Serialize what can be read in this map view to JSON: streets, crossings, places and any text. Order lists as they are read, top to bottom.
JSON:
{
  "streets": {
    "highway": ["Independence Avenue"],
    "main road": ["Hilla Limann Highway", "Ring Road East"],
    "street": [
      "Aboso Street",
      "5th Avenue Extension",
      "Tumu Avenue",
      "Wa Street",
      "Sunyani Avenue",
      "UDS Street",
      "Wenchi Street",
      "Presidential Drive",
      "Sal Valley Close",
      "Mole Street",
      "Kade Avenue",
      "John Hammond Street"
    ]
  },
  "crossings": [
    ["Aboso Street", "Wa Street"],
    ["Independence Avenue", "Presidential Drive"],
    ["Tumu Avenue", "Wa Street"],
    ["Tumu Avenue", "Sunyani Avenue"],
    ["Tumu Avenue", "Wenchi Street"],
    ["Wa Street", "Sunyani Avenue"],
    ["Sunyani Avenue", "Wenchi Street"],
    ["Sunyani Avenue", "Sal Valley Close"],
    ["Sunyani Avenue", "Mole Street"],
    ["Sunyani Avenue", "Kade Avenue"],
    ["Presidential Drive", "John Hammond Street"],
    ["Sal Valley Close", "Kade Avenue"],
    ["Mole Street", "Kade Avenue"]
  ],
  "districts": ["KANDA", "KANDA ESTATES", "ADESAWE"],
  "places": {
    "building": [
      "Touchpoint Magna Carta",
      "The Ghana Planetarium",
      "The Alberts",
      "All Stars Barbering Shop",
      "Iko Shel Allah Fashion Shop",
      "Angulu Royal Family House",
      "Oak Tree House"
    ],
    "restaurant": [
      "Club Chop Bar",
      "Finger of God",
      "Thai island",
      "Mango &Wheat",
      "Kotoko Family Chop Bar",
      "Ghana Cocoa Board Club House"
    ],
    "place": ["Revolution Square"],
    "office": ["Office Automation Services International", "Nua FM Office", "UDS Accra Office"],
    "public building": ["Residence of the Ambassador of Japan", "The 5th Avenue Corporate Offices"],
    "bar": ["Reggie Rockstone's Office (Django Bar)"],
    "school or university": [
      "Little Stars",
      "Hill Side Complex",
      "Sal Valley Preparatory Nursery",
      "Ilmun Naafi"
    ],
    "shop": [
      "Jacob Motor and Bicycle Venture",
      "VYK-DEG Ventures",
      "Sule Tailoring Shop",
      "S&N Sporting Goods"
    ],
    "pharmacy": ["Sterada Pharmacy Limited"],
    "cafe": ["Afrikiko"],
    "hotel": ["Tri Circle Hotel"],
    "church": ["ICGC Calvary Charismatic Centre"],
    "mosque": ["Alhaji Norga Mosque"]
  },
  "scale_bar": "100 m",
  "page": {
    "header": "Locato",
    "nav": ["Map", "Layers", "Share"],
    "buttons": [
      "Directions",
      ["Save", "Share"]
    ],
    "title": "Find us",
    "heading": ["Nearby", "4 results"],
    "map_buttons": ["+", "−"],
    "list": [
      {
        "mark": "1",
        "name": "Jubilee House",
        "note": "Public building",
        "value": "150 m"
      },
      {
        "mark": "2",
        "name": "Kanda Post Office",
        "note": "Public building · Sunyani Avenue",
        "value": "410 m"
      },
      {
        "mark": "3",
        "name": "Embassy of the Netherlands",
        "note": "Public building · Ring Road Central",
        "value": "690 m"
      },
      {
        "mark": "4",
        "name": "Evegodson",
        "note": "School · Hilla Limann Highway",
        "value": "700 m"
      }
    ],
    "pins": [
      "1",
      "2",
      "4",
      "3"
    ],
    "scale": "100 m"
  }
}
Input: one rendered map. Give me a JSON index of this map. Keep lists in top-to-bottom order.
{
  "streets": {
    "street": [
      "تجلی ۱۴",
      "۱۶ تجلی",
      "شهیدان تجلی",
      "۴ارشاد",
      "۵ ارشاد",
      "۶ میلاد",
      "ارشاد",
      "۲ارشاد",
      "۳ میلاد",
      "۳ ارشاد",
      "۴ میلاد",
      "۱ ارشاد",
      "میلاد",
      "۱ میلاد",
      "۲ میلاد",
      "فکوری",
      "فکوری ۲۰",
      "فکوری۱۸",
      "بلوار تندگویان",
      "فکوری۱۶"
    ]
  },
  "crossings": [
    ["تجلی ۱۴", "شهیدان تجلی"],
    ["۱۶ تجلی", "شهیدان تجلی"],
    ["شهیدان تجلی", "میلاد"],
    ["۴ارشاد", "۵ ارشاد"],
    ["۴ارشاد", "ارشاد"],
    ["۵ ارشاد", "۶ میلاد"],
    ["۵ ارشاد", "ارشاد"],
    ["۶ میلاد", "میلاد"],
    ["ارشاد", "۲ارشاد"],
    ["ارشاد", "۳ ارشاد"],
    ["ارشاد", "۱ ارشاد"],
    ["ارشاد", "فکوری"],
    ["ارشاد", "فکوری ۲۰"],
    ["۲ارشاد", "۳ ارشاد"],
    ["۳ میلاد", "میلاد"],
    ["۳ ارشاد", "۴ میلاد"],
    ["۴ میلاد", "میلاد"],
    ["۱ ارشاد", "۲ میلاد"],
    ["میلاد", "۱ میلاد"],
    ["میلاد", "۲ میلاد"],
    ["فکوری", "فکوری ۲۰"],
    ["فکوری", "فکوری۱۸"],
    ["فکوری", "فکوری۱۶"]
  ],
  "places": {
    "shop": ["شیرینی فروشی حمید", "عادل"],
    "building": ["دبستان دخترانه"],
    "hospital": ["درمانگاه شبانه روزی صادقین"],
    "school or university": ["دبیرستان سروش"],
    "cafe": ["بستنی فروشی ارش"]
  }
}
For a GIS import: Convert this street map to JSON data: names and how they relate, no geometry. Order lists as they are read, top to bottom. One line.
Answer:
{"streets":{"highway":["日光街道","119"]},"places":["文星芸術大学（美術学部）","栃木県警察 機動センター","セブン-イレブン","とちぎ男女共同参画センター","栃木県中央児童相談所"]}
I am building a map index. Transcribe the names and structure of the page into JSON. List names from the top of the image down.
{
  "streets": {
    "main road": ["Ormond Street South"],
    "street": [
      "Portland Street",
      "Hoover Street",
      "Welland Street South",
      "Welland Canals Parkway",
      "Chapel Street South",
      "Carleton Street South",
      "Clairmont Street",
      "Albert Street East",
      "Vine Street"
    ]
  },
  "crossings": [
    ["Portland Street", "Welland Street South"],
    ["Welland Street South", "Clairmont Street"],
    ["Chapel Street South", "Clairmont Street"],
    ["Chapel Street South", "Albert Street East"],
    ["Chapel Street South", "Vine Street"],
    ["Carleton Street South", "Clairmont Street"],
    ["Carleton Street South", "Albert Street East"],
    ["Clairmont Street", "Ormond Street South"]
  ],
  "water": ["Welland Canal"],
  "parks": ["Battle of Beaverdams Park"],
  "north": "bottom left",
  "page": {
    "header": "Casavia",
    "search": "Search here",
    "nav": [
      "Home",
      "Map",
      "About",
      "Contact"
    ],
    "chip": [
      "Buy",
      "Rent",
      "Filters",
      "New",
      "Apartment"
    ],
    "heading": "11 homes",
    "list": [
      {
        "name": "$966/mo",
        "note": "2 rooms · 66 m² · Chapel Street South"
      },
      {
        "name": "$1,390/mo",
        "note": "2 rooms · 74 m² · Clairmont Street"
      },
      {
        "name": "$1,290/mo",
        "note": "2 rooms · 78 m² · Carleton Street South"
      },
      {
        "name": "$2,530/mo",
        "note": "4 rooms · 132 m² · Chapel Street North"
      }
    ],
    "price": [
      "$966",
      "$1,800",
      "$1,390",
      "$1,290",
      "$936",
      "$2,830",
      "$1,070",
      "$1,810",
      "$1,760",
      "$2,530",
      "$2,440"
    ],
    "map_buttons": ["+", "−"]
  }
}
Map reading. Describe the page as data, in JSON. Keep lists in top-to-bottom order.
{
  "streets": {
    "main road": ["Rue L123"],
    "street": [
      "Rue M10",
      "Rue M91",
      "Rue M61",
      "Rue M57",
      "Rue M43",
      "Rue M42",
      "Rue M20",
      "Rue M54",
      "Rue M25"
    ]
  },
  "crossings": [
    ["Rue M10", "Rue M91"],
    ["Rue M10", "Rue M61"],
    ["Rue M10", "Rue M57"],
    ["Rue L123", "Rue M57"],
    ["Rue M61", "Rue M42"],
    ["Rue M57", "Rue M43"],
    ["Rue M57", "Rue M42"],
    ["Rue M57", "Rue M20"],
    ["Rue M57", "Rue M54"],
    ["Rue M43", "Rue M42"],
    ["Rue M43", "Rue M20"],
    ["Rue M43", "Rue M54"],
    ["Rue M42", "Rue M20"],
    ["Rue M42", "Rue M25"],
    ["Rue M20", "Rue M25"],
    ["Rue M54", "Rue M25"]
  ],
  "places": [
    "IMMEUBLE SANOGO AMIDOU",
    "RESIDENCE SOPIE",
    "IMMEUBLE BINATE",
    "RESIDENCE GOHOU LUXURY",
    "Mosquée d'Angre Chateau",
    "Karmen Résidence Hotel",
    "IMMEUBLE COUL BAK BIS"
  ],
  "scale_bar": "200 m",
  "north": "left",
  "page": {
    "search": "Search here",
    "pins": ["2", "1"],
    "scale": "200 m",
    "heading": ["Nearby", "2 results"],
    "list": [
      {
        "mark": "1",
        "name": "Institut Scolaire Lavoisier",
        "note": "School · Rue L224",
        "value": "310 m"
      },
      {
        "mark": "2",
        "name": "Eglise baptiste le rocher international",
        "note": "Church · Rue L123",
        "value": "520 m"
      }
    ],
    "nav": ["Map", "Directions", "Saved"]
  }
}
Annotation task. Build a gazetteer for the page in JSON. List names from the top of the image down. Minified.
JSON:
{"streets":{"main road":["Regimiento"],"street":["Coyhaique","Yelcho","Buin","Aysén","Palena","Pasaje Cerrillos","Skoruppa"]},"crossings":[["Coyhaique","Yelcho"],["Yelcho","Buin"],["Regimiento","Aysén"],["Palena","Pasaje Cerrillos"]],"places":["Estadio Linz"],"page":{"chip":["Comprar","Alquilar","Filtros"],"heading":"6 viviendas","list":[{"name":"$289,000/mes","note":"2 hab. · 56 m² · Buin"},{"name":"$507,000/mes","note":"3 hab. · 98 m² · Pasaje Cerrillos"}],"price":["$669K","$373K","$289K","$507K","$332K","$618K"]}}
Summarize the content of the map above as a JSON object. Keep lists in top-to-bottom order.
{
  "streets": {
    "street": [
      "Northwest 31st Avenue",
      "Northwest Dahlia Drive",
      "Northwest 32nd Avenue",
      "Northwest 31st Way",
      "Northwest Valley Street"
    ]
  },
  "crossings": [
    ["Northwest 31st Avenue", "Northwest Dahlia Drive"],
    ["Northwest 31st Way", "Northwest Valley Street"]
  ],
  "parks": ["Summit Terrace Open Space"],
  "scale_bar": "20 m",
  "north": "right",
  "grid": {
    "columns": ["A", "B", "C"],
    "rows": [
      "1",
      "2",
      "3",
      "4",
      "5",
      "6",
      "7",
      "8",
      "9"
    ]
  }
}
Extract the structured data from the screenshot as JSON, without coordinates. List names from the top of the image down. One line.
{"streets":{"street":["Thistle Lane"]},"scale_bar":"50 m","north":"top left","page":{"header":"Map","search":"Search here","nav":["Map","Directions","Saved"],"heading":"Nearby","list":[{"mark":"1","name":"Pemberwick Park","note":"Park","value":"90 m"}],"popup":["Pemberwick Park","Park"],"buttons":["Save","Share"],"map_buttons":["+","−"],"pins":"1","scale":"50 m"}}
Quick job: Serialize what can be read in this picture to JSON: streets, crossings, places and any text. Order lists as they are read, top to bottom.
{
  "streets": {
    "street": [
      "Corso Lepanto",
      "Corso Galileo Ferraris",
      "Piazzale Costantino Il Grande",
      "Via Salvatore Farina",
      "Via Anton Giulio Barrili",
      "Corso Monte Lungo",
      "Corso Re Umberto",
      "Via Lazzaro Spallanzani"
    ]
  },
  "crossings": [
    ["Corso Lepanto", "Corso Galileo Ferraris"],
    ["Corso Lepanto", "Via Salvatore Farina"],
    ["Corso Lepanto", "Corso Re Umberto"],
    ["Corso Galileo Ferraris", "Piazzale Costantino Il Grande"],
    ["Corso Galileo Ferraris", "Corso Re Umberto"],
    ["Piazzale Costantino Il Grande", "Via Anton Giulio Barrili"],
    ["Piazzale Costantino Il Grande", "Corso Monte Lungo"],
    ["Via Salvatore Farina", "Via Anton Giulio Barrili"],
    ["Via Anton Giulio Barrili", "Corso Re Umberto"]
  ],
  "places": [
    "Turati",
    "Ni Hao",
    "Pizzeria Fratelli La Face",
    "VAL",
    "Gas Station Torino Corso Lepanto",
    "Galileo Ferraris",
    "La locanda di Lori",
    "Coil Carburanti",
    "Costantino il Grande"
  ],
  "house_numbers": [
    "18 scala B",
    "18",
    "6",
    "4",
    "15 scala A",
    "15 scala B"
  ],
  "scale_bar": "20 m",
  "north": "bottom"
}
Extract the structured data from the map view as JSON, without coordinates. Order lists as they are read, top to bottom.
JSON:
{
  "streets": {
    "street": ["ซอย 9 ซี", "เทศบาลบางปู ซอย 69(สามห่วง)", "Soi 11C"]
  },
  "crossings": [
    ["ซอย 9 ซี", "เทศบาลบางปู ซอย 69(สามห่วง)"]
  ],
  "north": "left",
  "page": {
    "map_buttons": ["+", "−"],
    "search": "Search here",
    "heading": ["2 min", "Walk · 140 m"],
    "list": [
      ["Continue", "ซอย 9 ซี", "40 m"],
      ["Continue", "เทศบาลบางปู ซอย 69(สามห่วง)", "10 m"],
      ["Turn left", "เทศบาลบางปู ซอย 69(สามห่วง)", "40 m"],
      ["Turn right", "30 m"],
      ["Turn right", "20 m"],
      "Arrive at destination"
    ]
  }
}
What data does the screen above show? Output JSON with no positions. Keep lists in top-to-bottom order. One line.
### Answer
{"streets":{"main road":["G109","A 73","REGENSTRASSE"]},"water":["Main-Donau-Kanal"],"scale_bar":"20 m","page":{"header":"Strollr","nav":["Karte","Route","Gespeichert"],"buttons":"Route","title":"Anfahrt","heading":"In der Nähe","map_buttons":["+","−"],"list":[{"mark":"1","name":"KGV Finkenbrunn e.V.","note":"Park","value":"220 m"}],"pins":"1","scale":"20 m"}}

::::

# Problem to work on
Beginning with the line that has "What data does", set down every line of the entries above through the final one, unchanged.

# Exercise output
What data does the screen above show? Output JSON with no positions. Keep lists in top-to-bottom order. One line.
### Answer
{"streets":{"main road":["G109","A 73","REGENSTRASSE"]},"water":["Main-Donau-Kanal"],"scale_bar":"20 m","page":{"header":"Strollr","nav":["Karte","Route","Gespeichert"],"buttons":"Route","title":"Anfahrt","heading":"In der Nähe","map_buttons":["+","−"],"list":[{"mark":"1","name":"KGV Finkenbrunn e.V.","note":"Park","value":"220 m"}],"pins":"1","scale":"20 m"}}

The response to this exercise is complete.